How early the autumn seemed to have come that year,
the drizzles like moods, the tightness in the air.
Walking was different: nervous, brisker now
under the streetlights’ tangerine conic glow;
needing gloves and scarves. I had both,
And a raincoat pulled up tight around my mouth.
Direction never mattered on those streets.
Once I walked all night and called it quits
somewhere miles from home, then caught the first
bus back. What mattered was being lost.
Anywhere would do: I remember suburbs
plush with hatchbacks parked on tidy kerbs,
Privets, cherry blossoms, nouveaux riches’
houses named for saints, complete with cable dishes;
and then the streets where every window was
an iron grid across its pane of glass,
the garden weeds in cracks, a noise ahead –
a bird, a cat – enough to make me cross the road.
Any light was harsh: all-night Spars
and the lit façades of Georgian squares
I’d hurry past; headlights glared like search-
beams in their hurtling, quizzical approach.
But landmarks were always a magnet. I’d be out
for hours – in sight of open fields – and spot
a pub or spire I knew, then find myself
being led by it, with inarticulate relief,
back in. Home was defeat but consolation too,
reassurance there was nowhere else to go.

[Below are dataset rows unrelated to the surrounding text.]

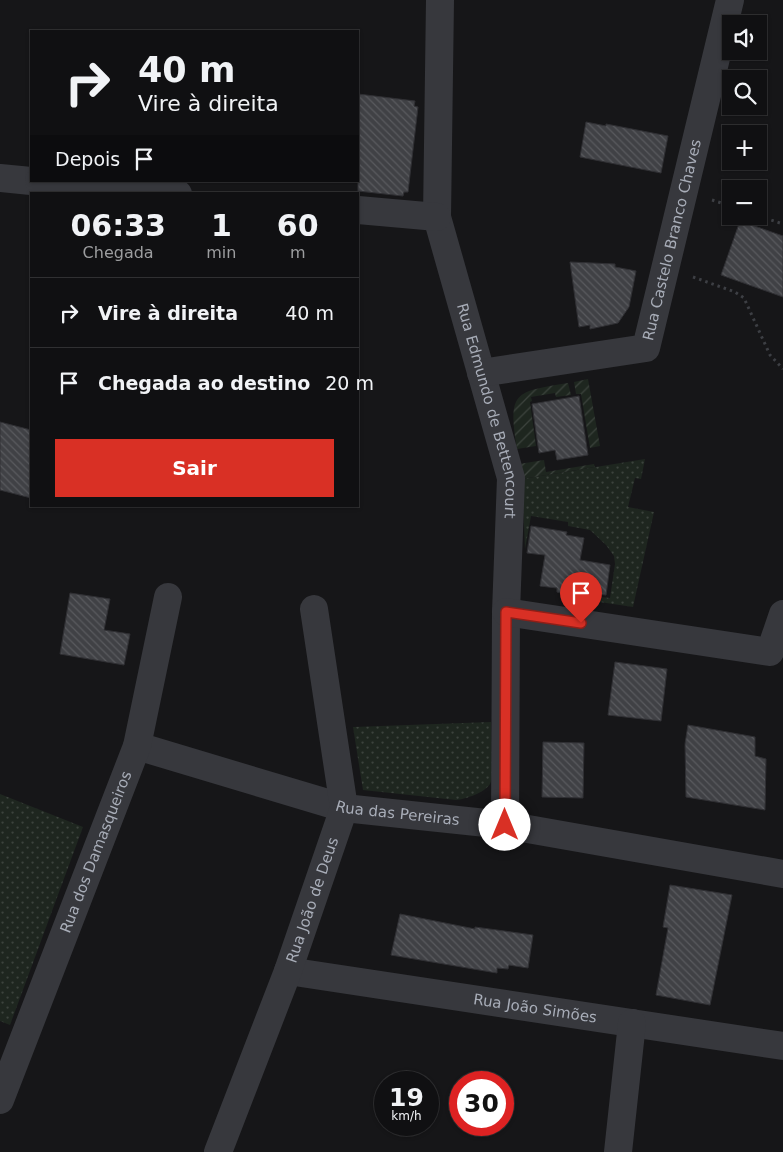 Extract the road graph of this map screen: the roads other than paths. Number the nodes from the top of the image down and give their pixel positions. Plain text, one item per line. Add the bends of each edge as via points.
1 (440, 0) edge
2 (730, 0) edge
3 (0, 178) edge
4 (30, 181) edge
5 (50, 182) edge
6 (157, 192) edge
7 (359, 210) edge
8 (437, 217) junction
9 (481, 374) junction
10 (168, 597) dead end
11 (314, 609) dead end
12 (506, 612) junction
13 (783, 614) edge
14 (137, 746) junction
15 (344, 808) junction
16 (505, 825) junction
17 (783, 874) edge
18 (288, 971) junction
19 (632, 1023) junction
20 (783, 1046) edge
21 (0, 1100) edge
22 (218, 1152) edge
23 (618, 1152) edge

1 - 8 street, Rua Edmundo de Bettencourt
2 - 9 street, Rua Castelo Branco Chaves via 646,348
3 - 4 street
5 - 6 street
7 - 8 street
8 - 9 street, Rua Edmundo de Bettencourt
9 - 12 street, Rua Edmundo de Bettencourt via 511,478
10 - 14 street, Rua dos Damasqueiros
11 - 15 street, Rua João de Deus
12 - 13 street via 770,652
12 - 16 street, Rua Edmundo de Bettencourt
14 - 15 street, Rua das Pereiras
14 - 21 street, Rua dos Damasqueiros
15 - 16 street, Rua das Pereiras
15 - 18 street, Rua João de Deus
16 - 17 street, Rua das Pereiras
18 - 19 street, Rua João Simões
18 - 22 street, Rua João de Deus
19 - 20 street, Rua João Simões
19 - 23 street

The clubs all shut, town was deserted all over:
the only living thing would be the river;
and one night following it, I got a sense
of how, if anything did, it left the dead-ends
of the place behind as, sleek as a dream,
past barracks, churches, courts, the lot, it swam,
the lights that danced on its surface so many jack-
o’-lanterns promising no going back,
for it at least if not for me. I followed it
all the way to the quay-end steps and sat
as long as I thought it would take to reach the last buoy
and from there, dry land forgotten, the open sea.